Since search engines are now using query intent to determine relevance, as we’ve seen in Yahoo!’s recent study of mobile queries and Google’s leaked Quality Rater’s Handbook, one would think that more search marketers would start to include query intent as part of their keyword research. Yet aside from an SEOMoz illustrated search intent overview, and past RM odes to intentionality, the topic isn’t mentioned much outside of academic search papers. If you’ve missed all of it, query intent is defined as the presumed intent behind a search query. Andrei Broder defined the three basic types of search query intent as navigational, informational and transactional in his 2002 paper “A Taxonomy of Web Search”:

Navigational queries are probably the simplest to explain. These are queries that indicate a user’s desire to go to one specific site, such as when “www.google.com”, “united airlines” or “Nabisco web site” is entered into the search box. From a natural search standpoint, these are queries that most brands don’t have to optimize for. Nonetheless, for brands optimizing for awareness or consideration metrics, identifying potential navigational keywords can help drive more targeted traffic in both paid and natural search.

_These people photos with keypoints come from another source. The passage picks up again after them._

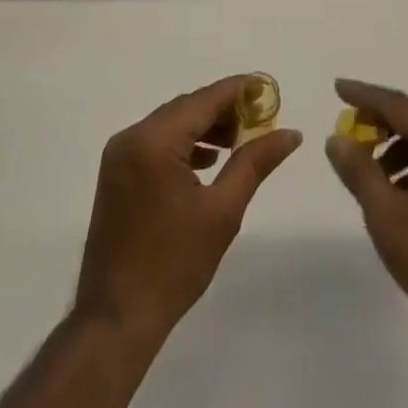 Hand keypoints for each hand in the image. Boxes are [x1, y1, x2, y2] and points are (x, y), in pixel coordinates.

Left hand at [75, 75, 302, 343]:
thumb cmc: (174, 264)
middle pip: (186, 108)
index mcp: (155, 140)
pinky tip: (207, 162)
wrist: (117, 319)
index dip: (239, 90)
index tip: (268, 89)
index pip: (204, 99)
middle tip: (259, 121)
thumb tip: (290, 133)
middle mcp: (132, 136)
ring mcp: (119, 154)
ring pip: (170, 124)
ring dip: (204, 127)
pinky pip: (155, 142)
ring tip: (238, 142)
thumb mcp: (223, 211)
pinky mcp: (116, 173)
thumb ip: (255, 162)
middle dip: (223, 110)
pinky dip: (183, 144)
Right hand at [325, 79, 407, 341]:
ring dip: (401, 137)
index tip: (337, 88)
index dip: (366, 95)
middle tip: (355, 128)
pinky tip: (400, 189)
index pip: (399, 104)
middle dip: (385, 114)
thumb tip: (337, 139)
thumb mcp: (387, 216)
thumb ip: (359, 171)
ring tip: (373, 167) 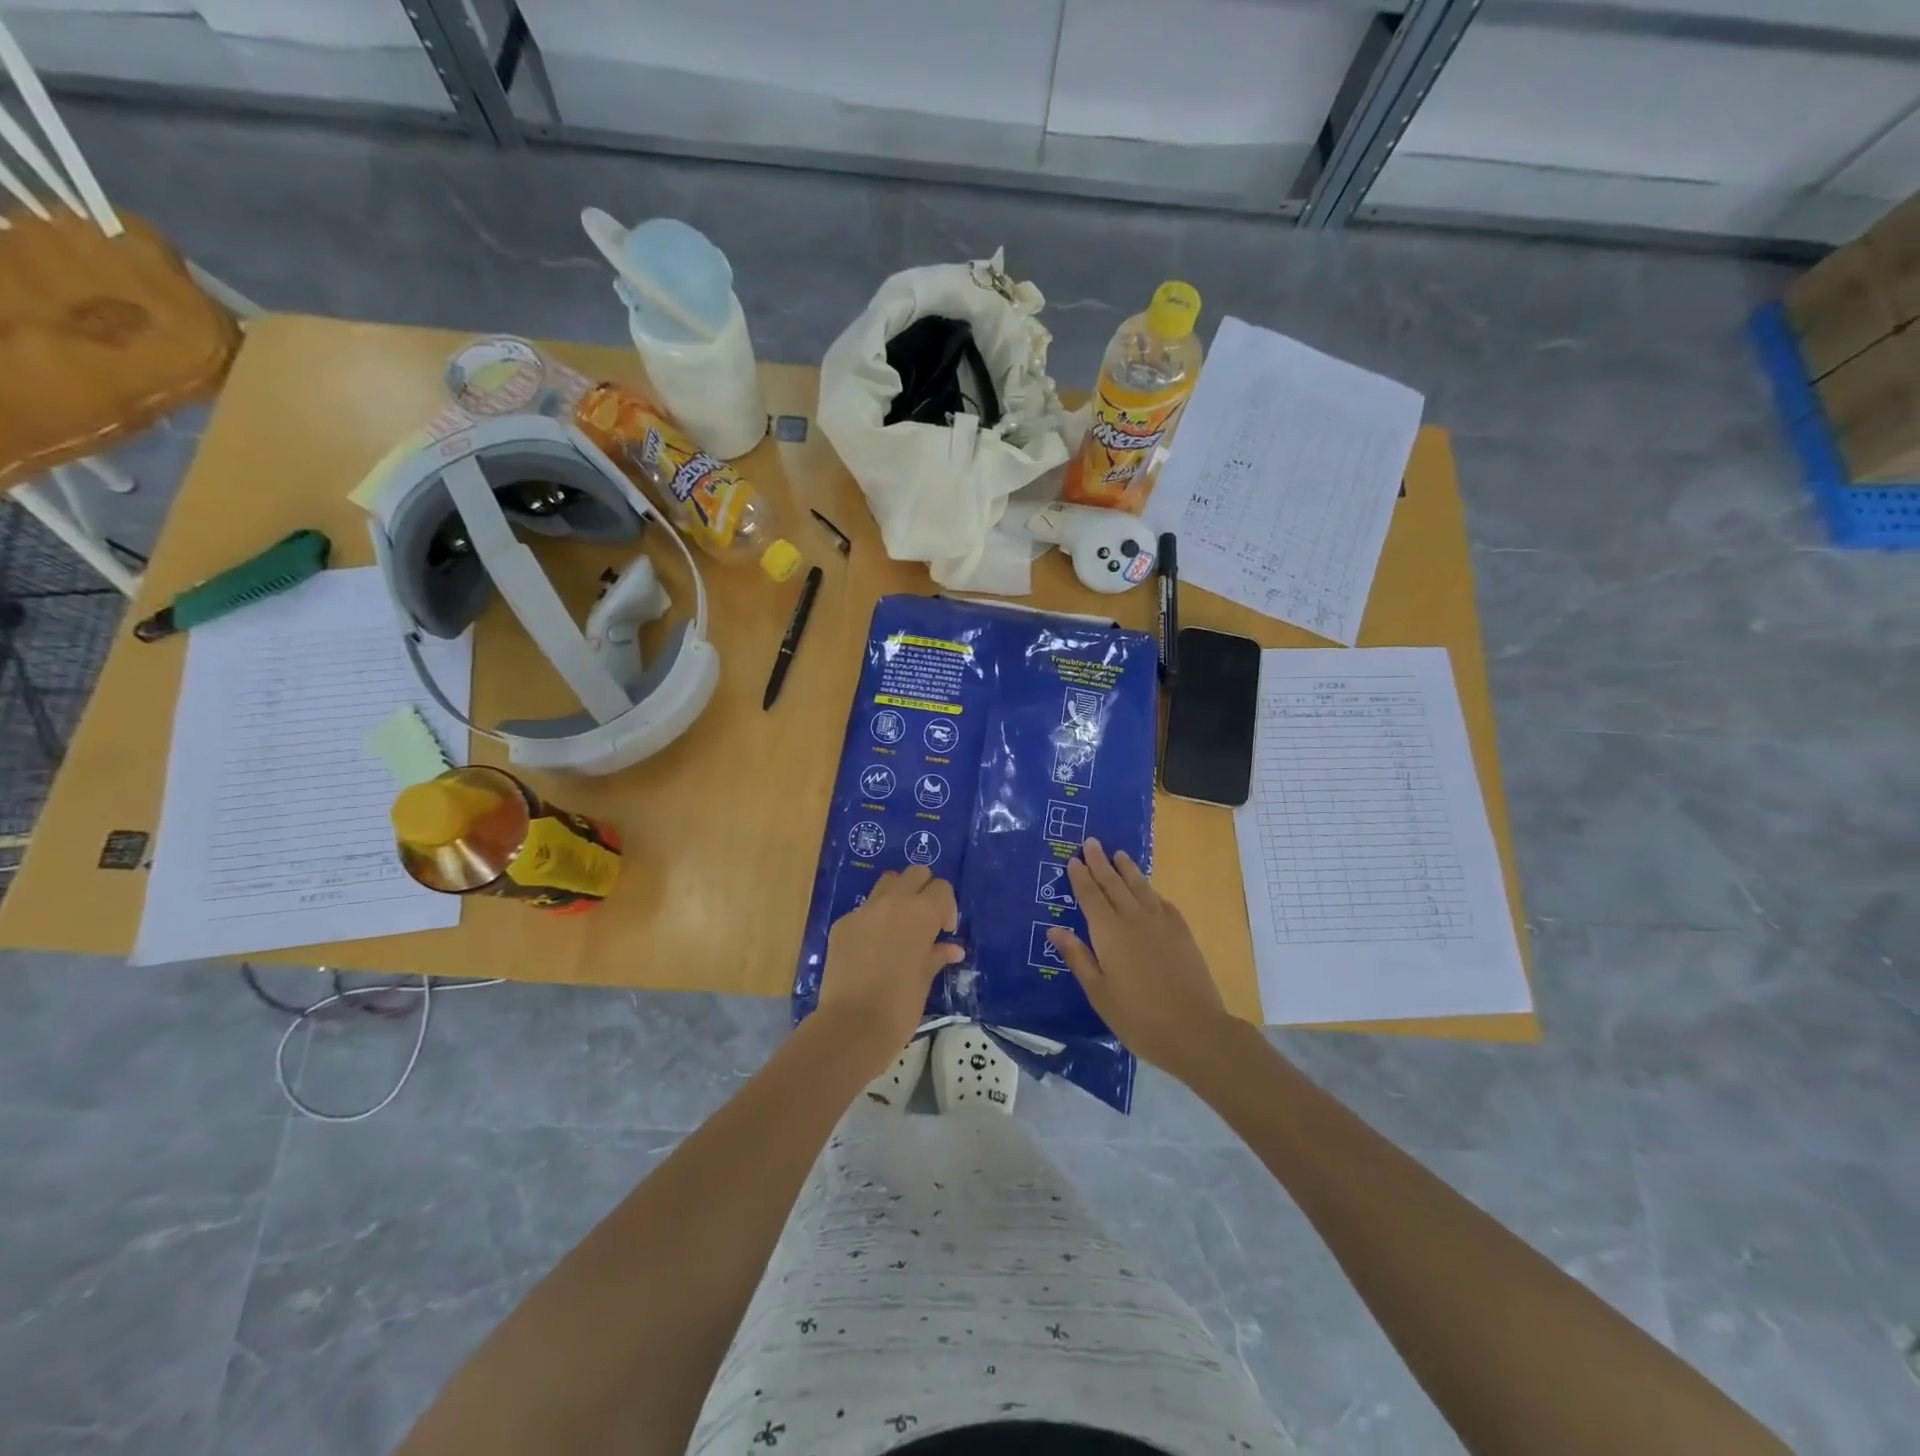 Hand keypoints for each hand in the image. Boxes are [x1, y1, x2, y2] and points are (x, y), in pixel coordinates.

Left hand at [817, 865, 962, 1071]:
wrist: (852, 1025)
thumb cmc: (900, 1004)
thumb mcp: (925, 978)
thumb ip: (937, 955)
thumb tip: (952, 949)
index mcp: (921, 912)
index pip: (942, 888)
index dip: (947, 908)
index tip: (944, 932)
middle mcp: (894, 901)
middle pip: (915, 874)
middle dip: (924, 890)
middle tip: (925, 920)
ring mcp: (864, 910)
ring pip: (887, 883)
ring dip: (898, 896)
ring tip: (898, 926)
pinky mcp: (842, 924)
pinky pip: (863, 910)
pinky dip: (873, 920)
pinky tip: (871, 948)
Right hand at [1047, 839, 1239, 1080]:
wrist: (1194, 1030)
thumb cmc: (1137, 1017)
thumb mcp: (1098, 992)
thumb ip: (1078, 957)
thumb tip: (1055, 929)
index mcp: (1109, 932)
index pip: (1090, 896)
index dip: (1081, 877)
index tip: (1073, 858)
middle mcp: (1134, 919)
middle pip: (1114, 884)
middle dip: (1101, 862)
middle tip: (1092, 842)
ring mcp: (1162, 924)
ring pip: (1140, 887)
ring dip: (1127, 869)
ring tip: (1119, 854)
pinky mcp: (1182, 933)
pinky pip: (1163, 903)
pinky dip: (1152, 892)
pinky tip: (1150, 891)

Transactional queries indicate a user intends to interact in some way with the web site. The most obvious transactional queries include “buy” or “sale”, but transactional queries could also include terms related to coupons, videos, images or adult subjects. Anyone familiar with the search funnel will recognize these as the shop and buy keywords that might be considered most valuable to a direct response campaign.

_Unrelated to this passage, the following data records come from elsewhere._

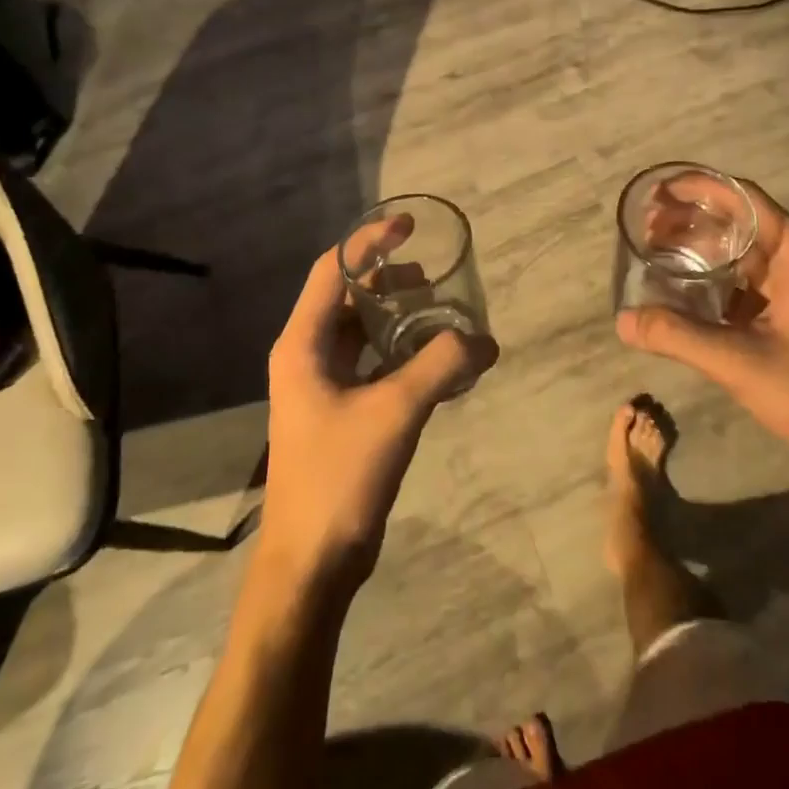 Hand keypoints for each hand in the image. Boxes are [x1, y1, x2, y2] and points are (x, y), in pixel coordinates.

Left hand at [258, 228, 498, 591]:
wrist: (312, 561)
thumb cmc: (339, 477)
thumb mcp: (395, 412)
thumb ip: (441, 367)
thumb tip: (485, 339)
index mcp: (302, 344)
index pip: (332, 271)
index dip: (369, 242)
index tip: (409, 227)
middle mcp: (306, 356)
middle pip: (347, 298)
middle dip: (389, 280)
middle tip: (435, 276)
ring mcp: (321, 386)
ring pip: (360, 332)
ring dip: (397, 316)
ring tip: (439, 313)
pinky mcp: (339, 412)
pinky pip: (371, 363)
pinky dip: (400, 351)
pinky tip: (434, 359)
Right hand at [616, 178, 788, 489]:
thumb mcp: (739, 362)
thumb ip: (678, 336)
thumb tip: (622, 321)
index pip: (746, 200)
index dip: (701, 188)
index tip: (659, 191)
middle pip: (738, 223)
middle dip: (691, 219)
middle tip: (645, 225)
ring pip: (736, 255)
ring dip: (697, 249)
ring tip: (652, 250)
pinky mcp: (781, 318)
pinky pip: (737, 284)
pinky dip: (706, 280)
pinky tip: (675, 289)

Informational queries represent the bulk of the queries that exist on the web. Some say informational queries make up as high as 80% of all web searches. Informational queries can be defined as everything that’s not navigational or transactional and typically are broken down into directed: closed, directed: open, advice, locate, and list. These queries can be targeted by advertisers looking to increase traffic or engagement, but aren’t the best performers in direct response.

Volume isn’t everything. At Resolution Media we consider query intent as one of several factors to consider in every keyword research deliverable we do. Doing the same can help drive not just the most traffic to your digital content, but the most qualified traffic.

2 comments:

Dave McAnally said...

Query intent also seems like it should inform the content you develop as an inverse thing. I think people will always want 'more traffic' to their site, but one of the cool things about understanding query intent is that you can use it to build content that (in theory) would not only win more traffic out of search engines, but resonate better with larger audiences. Would you agree or am I completely off?

Bryson said...

You're completely off about most things, D, but I agree with you here. :) Understanding the intent behind the query will definitely allow content publishers to make their content more relevant to the user's query, which should increase engagement as well. Great point!